F.C. Schaffer & Associates, Inc. v. Demech Contractors, Ltd.

EDITH H. JONES, Circuit Judge,

concurring:

I write separately to express dissatisfaction with the required outcome of this appeal. Relying, as we must, on the language of the applicable statute1 and this circuit’s precedent,2 this court necessarily concludes that we do not have jurisdiction to entertain this appeal at this time. However, this result seems to run against the spirit of the Supreme Court’s decision in First Options v. Kaplan, — U.S. -, 115 S.Ct. 1920, 131 L.Ed.2d 985 (1995). In First Options, the Court described arbitration as a remedy employed as “a way to resolve those disputes— but only those disputes — that the parties have agreed to submit to arbitration.” Id. at -, 115 S.Ct. at 1924; see AT & T Technologies, Inc. v. Communications Workers of Am., 475 U.S. 643, 648, 106 S.Ct. 1415, 1418, 89 L.Ed.2d 648 (1986) (arbitration “is a matter of contract and a party cannot be required to submit to arbitration any dispute which he has not agreed so to submit”). The heart of arbitration is the agreement between the parties.

In ■ this case, the parties’ contract upon which the lower court relied in compelling arbitration appears to have expired several months prior to the parties’ current business dealings. However, Schaffer is being forced into arbitration with Demech under the terms of the expired agreement. ■ Requiring Schaffer to expend its resources now by participating in a potentially unwarranted arbitration proceeding without the benefit of this *44court’s review of the lower court’s decision compelling arbitration is an unfortunate result which seems to run against the notion that parties should not be forced to arbitrate disputes when they did not agree to do so. Nevertheless, any review by this court will have to wait for another day.
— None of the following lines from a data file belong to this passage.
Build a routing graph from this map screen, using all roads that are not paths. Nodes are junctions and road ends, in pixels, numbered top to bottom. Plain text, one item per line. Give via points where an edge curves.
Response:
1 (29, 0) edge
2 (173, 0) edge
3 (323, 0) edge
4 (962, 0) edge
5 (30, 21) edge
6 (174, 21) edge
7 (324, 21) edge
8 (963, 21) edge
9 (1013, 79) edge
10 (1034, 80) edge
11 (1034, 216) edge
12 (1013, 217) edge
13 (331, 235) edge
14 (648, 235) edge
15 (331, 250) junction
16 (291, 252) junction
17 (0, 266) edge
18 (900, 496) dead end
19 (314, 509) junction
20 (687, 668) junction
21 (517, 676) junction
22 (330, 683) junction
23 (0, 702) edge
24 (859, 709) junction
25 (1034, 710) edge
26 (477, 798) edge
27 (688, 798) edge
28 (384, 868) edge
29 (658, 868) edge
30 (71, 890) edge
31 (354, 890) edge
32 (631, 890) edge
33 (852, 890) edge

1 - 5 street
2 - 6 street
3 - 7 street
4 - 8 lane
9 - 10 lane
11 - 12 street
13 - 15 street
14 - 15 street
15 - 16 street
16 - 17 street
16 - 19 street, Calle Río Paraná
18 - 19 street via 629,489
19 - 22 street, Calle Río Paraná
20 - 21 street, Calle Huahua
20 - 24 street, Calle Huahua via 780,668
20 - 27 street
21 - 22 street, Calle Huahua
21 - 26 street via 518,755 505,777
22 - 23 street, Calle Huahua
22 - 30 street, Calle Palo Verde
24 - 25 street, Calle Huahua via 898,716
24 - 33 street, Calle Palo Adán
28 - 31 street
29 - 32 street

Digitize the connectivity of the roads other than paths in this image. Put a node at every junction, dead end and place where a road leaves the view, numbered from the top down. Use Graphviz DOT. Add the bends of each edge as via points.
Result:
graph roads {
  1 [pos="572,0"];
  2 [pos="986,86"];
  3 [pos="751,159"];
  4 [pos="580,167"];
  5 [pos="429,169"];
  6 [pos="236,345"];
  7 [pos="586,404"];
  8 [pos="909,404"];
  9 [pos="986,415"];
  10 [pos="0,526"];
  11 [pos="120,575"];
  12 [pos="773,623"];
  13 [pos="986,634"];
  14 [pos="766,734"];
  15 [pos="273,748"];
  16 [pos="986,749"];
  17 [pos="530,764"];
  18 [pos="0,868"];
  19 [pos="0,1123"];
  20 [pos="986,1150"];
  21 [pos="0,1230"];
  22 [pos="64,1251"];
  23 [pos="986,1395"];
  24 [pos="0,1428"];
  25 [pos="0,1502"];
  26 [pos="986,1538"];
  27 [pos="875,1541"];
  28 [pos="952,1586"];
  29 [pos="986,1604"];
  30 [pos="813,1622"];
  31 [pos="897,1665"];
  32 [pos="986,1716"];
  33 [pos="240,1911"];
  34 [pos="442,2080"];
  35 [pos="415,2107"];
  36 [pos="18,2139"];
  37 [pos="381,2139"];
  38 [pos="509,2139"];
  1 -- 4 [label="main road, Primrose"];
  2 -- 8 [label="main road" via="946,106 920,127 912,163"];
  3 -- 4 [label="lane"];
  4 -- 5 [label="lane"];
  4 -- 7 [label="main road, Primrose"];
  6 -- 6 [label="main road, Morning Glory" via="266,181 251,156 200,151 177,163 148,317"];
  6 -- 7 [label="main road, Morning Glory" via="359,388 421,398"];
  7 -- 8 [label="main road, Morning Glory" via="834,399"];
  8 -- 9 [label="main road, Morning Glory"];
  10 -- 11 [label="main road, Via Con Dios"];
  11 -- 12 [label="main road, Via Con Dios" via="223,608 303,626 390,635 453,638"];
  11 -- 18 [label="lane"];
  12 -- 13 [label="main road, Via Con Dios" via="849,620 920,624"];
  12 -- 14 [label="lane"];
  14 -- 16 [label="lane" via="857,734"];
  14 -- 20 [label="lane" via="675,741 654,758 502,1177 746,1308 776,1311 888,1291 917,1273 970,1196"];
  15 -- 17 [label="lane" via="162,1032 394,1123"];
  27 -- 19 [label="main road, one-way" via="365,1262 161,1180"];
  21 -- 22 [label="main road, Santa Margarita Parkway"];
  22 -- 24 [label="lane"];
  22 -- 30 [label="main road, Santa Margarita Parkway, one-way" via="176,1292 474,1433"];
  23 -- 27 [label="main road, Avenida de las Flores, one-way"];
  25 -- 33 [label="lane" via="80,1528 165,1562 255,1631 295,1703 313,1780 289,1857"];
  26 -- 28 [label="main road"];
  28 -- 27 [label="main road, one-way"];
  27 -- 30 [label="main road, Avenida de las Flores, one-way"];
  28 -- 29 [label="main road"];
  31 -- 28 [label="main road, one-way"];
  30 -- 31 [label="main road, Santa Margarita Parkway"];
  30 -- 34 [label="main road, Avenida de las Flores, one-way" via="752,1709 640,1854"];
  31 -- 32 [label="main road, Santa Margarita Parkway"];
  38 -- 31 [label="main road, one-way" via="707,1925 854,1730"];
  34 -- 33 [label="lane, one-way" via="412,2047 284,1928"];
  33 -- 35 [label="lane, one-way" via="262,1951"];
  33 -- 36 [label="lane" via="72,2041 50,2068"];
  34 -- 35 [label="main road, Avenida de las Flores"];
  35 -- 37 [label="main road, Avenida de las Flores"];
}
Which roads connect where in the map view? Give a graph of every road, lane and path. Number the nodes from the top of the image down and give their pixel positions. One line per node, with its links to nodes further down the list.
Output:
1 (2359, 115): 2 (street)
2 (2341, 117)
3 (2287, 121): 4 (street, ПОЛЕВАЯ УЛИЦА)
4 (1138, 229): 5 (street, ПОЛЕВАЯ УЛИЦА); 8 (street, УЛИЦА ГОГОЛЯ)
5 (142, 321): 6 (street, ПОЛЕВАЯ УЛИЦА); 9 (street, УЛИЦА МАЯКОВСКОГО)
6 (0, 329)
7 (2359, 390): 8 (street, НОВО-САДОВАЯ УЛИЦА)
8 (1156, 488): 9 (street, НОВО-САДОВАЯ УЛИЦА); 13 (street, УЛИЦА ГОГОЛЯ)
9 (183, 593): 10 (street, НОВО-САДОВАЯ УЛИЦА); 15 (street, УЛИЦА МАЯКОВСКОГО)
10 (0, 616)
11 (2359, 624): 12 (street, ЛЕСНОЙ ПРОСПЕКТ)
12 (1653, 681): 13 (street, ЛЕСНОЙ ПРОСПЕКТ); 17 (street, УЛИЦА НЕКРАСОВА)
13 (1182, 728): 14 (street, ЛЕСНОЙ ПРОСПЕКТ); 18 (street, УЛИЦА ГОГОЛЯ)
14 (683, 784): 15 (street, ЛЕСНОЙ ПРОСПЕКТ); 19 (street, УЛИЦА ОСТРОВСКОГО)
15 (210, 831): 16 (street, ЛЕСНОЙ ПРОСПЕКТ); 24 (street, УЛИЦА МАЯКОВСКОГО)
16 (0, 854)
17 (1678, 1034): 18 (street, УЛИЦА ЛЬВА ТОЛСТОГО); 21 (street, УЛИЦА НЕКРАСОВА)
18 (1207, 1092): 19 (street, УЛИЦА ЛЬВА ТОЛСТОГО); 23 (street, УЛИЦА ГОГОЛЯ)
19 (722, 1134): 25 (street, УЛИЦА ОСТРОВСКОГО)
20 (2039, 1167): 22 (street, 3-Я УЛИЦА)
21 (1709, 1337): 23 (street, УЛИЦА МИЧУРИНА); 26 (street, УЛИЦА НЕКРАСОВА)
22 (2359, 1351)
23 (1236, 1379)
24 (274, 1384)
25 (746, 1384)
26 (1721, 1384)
. See 9 U.S.C. § 16 (Supp.1996).

. See Ilva (USA), Inc. v. Alexander’s Daring M/V, 10 F.3d 255, 256 (5th Cir.1993) (ruling that this court had no jurisdiction to entertain an appeal of an interlocutory order compelling arbitration); West of England Ship Owners Mut. Ins. Ass'n v. American Marine Corp., 981 F.2d 749, 751 (5th Cir.1993) (same); McDermott Int’l, Inc. v. Underwriters at Lloyds Subscribing to Memorandum of Ins. No. 104207, 981 F.2d 744, 748 (same); Purdy v. Monex Int’l Ltd., 867 F.2d 1521, 1523 (5th Cir.) (same), cert. denied, 493 U.S. 863, 110 S.Ct. 180, 107 L.Ed.2d 136 (1989).